A friend suggested that we may look at God as we look at a building, appreciating the perspective of its front. She also said that another person may stand on a different side of the building and think that it is a different building. Even though any of us might initially think that these are two different buildings, it doesn’t change the fact that it still is the same building. The best way to get to know this building is to enter it. Each of us might start in different rooms, but as we get to know the building, we will be able to see and experience that it is the same building. Then, if we go out and look at a different side of the building, we would realize that it is the same building, but from another perspective. It will not void our initial perspective and it also will not conflict with that perspective. After all, it still is the same building.
This example of looking at a building is like when we help people meet God in person. Helping someone enter the building is like helping them engage with God. Their looking at a different side of the building is like them looking at God from their worldview perspective. This example shows that we can experience God from our perspective, while accepting that others may have different perspectives. Thus, we can encourage people to engage with God first from a perspective that is coherent to their worldview. As they engage with God and get to know him, they will find him to be the same God and together we will be able to experience him fuller as we can benefit from our combined perspectives. This is a great way to help others discover God’s character, while at the same time grow ourselves in discovering more of his character.
Now, many of us often start with telling people about God, like a person talking about a certain building. We might even show them a two dimensional drawing or photograph. Our listeners begin to understand something about the building, but their initial understanding will be limited by that description or picture. Describing or seeing a drawing or picture of a building is like our witness through what we tell about God or show them. It is very important if we want to help people see the reality of God, that we help them with a clear and accurate description or picture of God. While we talk about God and the Bible, their understanding is limited to our description. When we live out the reality of God in us and through us, it is like one side of the building, stories from the Bible are like other sides of the building, while God’s creation, visions, and dreams are also like sides of the building.
If any perspectives are not in harmony with God and his character, then we must question those perspectives, because there is only one God. One way to know if a perspective is not of God is when that perspective starts to change God from who he is described to be in the Bible. For example, when my wife and I were in the Philippines, we befriended a lady whom we had the privilege to lead to Jesus. Soon after that, she came to us and asked us if we would help her destroy some statues for her. One was a statue portraying baby Jesus dressed as a King and the other of Mary, the mother of Jesus. These statues had been her gods and she had prayed to those statues as if they were holy and had power. Now she realized that her perspective of these statues was wrong… God was not somehow manifesting his power or being through these statues and they had been part of keeping her from meeting the real God. That perspective needed to be destroyed, even more so, since Satan had been using these things to bondage her. Destroying these statues for her was one way of getting rid of faulty perspectives and it also helped her to embrace proper perspectives.

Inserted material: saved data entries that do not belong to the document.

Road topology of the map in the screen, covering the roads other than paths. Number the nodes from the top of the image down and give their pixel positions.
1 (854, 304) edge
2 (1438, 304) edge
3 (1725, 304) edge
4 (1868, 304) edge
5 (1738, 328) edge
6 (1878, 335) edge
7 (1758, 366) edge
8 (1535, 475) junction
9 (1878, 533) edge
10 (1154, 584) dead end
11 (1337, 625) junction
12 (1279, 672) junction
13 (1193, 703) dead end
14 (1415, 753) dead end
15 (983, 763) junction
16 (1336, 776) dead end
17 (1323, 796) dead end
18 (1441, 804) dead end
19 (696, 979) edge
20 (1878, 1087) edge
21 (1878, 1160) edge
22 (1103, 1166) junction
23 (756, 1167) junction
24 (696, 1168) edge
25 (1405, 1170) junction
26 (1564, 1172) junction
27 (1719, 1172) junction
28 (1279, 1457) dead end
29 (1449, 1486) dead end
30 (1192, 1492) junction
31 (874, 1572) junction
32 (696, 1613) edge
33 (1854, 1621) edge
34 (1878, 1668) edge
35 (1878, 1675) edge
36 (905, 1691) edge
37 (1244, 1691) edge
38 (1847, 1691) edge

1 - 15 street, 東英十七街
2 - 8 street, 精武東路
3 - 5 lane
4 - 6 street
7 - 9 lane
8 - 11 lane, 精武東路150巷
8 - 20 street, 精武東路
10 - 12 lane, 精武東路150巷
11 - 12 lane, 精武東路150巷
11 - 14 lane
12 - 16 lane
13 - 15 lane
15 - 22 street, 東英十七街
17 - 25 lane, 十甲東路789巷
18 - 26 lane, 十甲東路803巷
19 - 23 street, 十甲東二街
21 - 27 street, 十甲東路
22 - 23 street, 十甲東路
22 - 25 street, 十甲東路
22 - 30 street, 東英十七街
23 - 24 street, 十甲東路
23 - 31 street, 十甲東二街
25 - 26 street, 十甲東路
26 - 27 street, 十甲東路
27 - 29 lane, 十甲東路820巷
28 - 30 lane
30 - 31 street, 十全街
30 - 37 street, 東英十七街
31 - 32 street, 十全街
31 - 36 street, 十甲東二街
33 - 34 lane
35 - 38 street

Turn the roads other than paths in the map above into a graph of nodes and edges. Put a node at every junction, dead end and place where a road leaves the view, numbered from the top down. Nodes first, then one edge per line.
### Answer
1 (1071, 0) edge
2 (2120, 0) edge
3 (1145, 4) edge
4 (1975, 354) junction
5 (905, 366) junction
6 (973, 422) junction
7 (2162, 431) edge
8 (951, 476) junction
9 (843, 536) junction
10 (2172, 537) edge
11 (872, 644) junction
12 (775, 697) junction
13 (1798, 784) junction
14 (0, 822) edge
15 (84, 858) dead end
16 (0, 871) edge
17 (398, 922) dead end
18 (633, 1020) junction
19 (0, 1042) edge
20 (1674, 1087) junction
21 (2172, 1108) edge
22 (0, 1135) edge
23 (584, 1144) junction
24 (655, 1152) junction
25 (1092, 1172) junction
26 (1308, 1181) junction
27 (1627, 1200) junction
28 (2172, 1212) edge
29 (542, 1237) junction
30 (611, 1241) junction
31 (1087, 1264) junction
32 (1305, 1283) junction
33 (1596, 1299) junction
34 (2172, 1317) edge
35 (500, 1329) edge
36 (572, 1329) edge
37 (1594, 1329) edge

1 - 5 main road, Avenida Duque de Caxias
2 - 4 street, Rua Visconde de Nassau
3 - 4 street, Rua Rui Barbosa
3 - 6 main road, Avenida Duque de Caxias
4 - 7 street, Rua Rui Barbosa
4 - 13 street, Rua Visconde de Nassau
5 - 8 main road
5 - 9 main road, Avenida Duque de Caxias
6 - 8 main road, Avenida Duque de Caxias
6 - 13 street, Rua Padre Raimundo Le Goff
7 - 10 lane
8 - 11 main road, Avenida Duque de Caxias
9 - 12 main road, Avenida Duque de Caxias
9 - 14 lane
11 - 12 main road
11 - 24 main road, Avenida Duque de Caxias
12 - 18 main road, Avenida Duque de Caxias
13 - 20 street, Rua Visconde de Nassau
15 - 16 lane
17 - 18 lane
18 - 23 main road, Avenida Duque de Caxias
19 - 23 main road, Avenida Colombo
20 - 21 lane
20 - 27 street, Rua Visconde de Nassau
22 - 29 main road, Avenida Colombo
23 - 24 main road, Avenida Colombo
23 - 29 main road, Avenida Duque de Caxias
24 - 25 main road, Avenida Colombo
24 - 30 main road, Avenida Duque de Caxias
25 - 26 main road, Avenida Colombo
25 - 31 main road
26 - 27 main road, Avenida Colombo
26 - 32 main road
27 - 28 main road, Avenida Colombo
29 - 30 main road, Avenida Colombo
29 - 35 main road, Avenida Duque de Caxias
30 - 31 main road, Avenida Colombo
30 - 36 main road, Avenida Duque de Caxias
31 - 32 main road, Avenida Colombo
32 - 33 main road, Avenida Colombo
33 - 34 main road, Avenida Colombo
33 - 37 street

Additionally, if a perspective is not in harmony with God and his character because of including non-Biblical perspectives, we need to deal with it. In South Africa I found an issue among the Xhosa, where it is still very important that teenage boys go through the traditional Xhosa initiation ceremony to be accepted as an adult man in their society. This ceremony includes circumcision and it does not have to do anything with Biblical circumcision. Instead of it being a mark that they belong to God, it is part of an initiation into manhood. Some churches have compared the ritual to Biblical circumcision and embrace and condone it, justifying it with their own perspective. For many Xhosa, an uncircumcised man has not entered manhood and if he is resisting tradition, he can expect persecution from the community. Those Xhosa churches are adding some of their cultural perspectives to the Biblical perspectives and this can significantly influence their perspective of God. Stemming from the way God was portrayed throughout South Africa’s colonial and apartheid history, they perceived the God of the Bible as one who subdued people. This is another perspective of God that complicates the issue for the Xhosa. Many Xhosa are still believing that God’s punishment is unescapable unless one is obedient and behaves accordingly, which now may include parts of their circumcision rite. In most cultures we can find similar challenges in one way or another, because worldwide many people believe that only doing the right thing get us favors with God or gain our way into Heaven.
Often, our world encourages us to mold each of our perspectives to fit our perception of what we believe to be true and false. However, if we do that, it is as if we are making our own god. We are the ones deciding what is right and wrong, what is good and evil. The root of the problem goes back to the first two humans whom God created. They made the choice to know evil as well as good. That knowledge of evil resulted in their creating fictitious realities to defend their judgments of what is true and false. Today, many people do likewise. It is as if they make their own fictitious building, maybe taking aspects of a specific building they are acquainted with, but changing it to their personal ideas. Let us just help people engage with God and God alone.